# Birds Around Pup Cause Lack Of Drive?????



## ZekeSnow (Jul 4, 2013)

I live in town and don't have much more than a small backyard... If I built a coup and had pigeons in it in the same area, would that cause some sort or indifference in the pup when it can to birds? Would he get used to them and just not care about them when it came to pointing and excitement about the bird and the hunt?


----------



## zigzag (Oct 4, 2011)

Answer. No, do it. Get good homers and make a bad ass gun dog. You can keep quail in the same pen if you build right, use them for shooting and retrieving. I made mine out of an old chicken coup, not elevated off the ground and wire all around. My dog runs out in the morning to point the birds in the coup.


----------



## ZekeSnow (Jul 4, 2013)

Thank Zig! Next silly question... Would I start him in short grass where he can see the bird launcher with bird in it or should it be heavy cover where he can't see the launcher?


----------



## zigzag (Oct 4, 2011)

Do you have a remote launcher? That is a valuable tool, not a small investment. Look used on gun dog & eBay. If you buy used you can get two for the cost of one. Teach the dog to hunt objectives, I would suggest a relatively open/cut draw with a few bushes or tree stands to plant your birds. That way the dog can run hard in the open field and search the objectives. Also this will help slow him down, you will read the dog as he approaches the thick cover, allowing you to understand his/her birdy movements prior to a point. If he/she does not point you will have more time to pop the bird when the dog moves in. Timing is everything with pigeons & launchers. Good homers will learn fast and can fly them 25-50 Miles from your coup. It takes time to build a good loft with good homers. How old is the dog? Stop to flush and whoop training can be done in the yard with the young birds as they learn to fly back to the coup.


----------



## ZekeSnow (Jul 4, 2013)

He is 14 months... He'll retrieve but I have had as much opportunity to work with him on his pointing since I have to drive some way to have a place to work with him on it! I don't have a launcher at the moment but I was thinking it would be a great Christmas present to myself, and of course Zeke!


----------



## v-john (Jan 27, 2013)

I race pigeons and have probably 80 pigeons around in our lofts. We actually have two lofts. I do not have the dogs around the loft for a few reasons. I do not want pigeons to be spooked constantly by the dogs and harassed. I need them to come back immediately and clock in, and not be hesitant about anything. 

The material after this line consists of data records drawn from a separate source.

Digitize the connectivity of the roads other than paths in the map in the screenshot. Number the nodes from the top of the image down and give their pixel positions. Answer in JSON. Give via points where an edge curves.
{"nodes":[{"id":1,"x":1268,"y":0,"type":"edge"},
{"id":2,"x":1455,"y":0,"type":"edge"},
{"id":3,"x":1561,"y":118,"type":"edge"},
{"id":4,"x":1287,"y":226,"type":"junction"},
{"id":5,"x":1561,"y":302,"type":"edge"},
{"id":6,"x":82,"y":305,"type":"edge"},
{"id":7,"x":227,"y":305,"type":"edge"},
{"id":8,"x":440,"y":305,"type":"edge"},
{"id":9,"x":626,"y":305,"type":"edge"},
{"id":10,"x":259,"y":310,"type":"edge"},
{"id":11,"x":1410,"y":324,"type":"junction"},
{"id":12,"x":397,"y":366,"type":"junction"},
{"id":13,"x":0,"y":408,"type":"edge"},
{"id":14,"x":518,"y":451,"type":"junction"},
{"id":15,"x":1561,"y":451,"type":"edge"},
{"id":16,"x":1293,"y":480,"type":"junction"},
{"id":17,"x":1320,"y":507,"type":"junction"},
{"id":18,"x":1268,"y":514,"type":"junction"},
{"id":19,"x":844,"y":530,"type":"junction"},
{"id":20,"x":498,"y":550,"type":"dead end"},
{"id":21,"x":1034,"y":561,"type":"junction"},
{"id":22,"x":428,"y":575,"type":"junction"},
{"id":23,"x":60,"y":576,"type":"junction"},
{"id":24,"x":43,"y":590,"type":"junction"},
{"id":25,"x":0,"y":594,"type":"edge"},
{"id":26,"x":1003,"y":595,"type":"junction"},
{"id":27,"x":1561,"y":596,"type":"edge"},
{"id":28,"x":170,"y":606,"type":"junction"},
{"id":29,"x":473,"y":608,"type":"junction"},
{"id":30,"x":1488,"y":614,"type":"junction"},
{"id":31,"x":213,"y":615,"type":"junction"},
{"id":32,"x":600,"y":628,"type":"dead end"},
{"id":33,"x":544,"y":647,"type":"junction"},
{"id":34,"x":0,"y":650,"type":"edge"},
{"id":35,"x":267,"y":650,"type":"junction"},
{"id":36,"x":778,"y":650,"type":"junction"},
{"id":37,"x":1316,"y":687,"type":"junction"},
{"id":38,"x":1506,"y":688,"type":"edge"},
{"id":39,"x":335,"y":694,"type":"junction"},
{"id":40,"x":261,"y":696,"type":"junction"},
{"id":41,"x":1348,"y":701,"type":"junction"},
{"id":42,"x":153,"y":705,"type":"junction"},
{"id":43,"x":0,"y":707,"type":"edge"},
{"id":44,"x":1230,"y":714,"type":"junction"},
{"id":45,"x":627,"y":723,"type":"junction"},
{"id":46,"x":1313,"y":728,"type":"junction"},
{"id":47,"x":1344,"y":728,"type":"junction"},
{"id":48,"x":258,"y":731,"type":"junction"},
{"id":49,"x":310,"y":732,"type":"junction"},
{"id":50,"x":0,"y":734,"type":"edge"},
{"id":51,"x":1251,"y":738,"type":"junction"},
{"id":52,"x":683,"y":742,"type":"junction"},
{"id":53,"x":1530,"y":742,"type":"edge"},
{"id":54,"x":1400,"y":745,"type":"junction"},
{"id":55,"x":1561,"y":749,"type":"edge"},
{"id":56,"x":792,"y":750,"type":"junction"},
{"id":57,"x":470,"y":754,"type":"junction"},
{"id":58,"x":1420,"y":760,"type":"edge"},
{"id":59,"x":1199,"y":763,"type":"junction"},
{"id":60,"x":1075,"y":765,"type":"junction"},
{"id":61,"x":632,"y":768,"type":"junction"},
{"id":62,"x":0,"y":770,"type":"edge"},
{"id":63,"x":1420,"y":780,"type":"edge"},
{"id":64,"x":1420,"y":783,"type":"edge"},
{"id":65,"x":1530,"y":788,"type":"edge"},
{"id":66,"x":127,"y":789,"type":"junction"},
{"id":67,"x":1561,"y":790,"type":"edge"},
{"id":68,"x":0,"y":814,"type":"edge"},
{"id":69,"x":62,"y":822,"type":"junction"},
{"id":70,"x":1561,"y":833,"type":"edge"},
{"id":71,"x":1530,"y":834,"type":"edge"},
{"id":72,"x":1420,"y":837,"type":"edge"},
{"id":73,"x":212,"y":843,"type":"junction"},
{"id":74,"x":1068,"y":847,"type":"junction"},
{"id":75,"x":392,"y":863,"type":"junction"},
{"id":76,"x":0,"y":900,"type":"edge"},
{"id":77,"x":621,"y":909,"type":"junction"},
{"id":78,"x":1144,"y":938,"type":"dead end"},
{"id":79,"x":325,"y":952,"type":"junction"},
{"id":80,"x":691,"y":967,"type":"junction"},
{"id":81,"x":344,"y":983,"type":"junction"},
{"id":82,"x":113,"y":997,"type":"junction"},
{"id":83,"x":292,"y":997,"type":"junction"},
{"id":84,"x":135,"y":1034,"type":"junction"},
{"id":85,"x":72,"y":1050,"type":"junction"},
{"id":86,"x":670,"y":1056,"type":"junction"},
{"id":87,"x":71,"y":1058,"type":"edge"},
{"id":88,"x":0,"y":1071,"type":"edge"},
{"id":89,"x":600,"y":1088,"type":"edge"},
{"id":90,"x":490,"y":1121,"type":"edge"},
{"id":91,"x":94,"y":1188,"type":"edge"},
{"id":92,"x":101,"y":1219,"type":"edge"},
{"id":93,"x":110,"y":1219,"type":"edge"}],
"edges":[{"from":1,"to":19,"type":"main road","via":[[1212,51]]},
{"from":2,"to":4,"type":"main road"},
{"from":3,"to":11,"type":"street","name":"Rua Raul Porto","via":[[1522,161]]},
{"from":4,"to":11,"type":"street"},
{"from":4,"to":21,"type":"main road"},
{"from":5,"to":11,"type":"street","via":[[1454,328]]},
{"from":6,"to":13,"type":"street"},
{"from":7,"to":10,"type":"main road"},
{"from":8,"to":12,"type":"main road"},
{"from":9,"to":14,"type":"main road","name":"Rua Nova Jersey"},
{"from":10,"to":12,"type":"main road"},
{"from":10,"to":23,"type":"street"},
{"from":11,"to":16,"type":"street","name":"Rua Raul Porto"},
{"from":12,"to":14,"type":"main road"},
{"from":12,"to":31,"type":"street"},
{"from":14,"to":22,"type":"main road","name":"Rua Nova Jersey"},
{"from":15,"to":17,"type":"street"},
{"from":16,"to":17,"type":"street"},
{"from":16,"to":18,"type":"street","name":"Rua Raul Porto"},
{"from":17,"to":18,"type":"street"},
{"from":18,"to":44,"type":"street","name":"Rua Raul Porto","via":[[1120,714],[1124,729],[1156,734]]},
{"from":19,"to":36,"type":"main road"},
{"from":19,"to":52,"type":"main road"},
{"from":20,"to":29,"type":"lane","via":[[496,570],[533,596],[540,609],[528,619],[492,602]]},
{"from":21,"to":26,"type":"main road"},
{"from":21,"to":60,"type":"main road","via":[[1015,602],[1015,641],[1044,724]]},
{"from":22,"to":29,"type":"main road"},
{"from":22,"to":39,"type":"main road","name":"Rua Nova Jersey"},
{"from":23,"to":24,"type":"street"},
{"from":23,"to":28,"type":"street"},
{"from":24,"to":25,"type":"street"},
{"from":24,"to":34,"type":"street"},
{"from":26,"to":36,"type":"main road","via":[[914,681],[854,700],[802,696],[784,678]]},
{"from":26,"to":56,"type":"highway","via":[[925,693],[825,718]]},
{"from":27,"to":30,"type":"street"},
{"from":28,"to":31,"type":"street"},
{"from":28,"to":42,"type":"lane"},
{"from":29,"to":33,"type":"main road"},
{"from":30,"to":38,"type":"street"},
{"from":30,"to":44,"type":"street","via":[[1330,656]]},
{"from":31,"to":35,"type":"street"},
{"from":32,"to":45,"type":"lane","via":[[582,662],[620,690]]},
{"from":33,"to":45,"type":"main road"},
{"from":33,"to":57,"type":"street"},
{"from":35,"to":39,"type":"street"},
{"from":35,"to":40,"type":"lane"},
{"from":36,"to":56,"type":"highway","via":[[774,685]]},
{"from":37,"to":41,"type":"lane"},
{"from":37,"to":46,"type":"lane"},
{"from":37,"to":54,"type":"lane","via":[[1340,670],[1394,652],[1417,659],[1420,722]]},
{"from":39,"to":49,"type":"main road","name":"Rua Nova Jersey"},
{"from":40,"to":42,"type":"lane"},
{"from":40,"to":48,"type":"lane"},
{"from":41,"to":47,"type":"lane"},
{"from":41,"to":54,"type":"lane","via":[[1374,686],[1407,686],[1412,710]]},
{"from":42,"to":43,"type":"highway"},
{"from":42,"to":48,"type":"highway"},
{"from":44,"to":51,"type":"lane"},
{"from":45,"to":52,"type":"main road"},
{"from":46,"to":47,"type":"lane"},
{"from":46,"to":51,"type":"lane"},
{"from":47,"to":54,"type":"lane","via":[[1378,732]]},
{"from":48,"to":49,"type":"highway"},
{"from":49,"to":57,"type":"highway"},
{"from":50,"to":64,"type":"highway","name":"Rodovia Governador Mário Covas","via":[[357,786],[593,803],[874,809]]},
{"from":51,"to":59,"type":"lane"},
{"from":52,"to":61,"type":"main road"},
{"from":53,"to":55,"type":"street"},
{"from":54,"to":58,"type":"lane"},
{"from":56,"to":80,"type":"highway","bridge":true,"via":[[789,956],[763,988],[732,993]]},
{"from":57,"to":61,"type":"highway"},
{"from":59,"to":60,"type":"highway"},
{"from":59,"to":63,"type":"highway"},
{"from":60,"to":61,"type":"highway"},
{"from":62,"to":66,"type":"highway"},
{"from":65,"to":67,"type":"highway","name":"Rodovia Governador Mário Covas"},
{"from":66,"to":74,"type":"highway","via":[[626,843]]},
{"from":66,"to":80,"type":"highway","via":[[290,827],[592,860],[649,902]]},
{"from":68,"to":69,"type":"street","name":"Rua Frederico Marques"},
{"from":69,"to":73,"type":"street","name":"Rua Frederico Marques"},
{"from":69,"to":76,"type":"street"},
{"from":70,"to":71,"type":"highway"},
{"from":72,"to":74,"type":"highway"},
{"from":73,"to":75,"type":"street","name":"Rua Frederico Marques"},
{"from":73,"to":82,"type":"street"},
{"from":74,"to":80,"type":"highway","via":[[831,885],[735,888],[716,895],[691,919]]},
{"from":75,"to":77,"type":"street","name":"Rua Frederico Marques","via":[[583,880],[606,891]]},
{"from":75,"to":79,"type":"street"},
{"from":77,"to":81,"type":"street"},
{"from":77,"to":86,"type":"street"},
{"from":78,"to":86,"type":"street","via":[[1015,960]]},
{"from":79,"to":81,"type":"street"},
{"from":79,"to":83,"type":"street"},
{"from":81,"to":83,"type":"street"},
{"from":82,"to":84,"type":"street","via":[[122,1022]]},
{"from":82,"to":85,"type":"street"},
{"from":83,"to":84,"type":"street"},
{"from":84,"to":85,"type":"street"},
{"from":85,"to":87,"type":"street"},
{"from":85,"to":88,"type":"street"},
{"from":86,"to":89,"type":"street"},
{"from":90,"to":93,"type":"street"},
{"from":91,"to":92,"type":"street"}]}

That being said, I do know a buddy that has a setter, pointer and a wiem that share a backyard with the loft. However, I don't think that he lets them out unsupervised. I also know that the weim pulled the leg off of one of the pigeons through the aviary. So, there are those sorts of things. Also, the dogs have tried to chew through the wood to get at the pigeons too. So there's that. 
But having pigeons is grea, they are worth their weight in gold when it comes to training. 

However, too much launcher/pigeon work can cause the dog to get stale on pigeons. They can look like absolute crap when they get stale. So, sometimes, you will have to shoot a bird or two for the dog. I wouldn't shoot my own, but rather find someone selling shooters. 
Let me know if you have any questions about training the birds, or dogs, or whatever. I've done both.


----------



## ZekeSnow (Jul 4, 2013)

Thanks V-John... When I get it started I will be needing some advice for sure!!! Thanks! 

I would definitely buy some shooters as well!


----------



## zigzag (Oct 4, 2011)

The homer pigeons are great for training. And you can shoot a few to keep the dog interested. BUT mixing game birds into the pigeon training as shooters will be most beneficial. I run my dog on 3 maybe 4 pigeons in launchers. Then use a game bird, bob white quail for the shooter.


----------



## v-john (Jan 27, 2013)

Any time. 

I will start on PR quail (Pen raised) go to pigeons until they prove to me that they are ready for quail. Pen raised birds can be the stupidest critters on the face of the earth, and the dog, in my opinion has to be ready for some of the hijinx that that will pull.


----------



## Rudy (Oct 12, 2012)

Birds on Site in bunches is great supporting system To all Gun Dogs and I think Reds More 

only draw back is Rodents at times :-\

Big Tom Cat can help


----------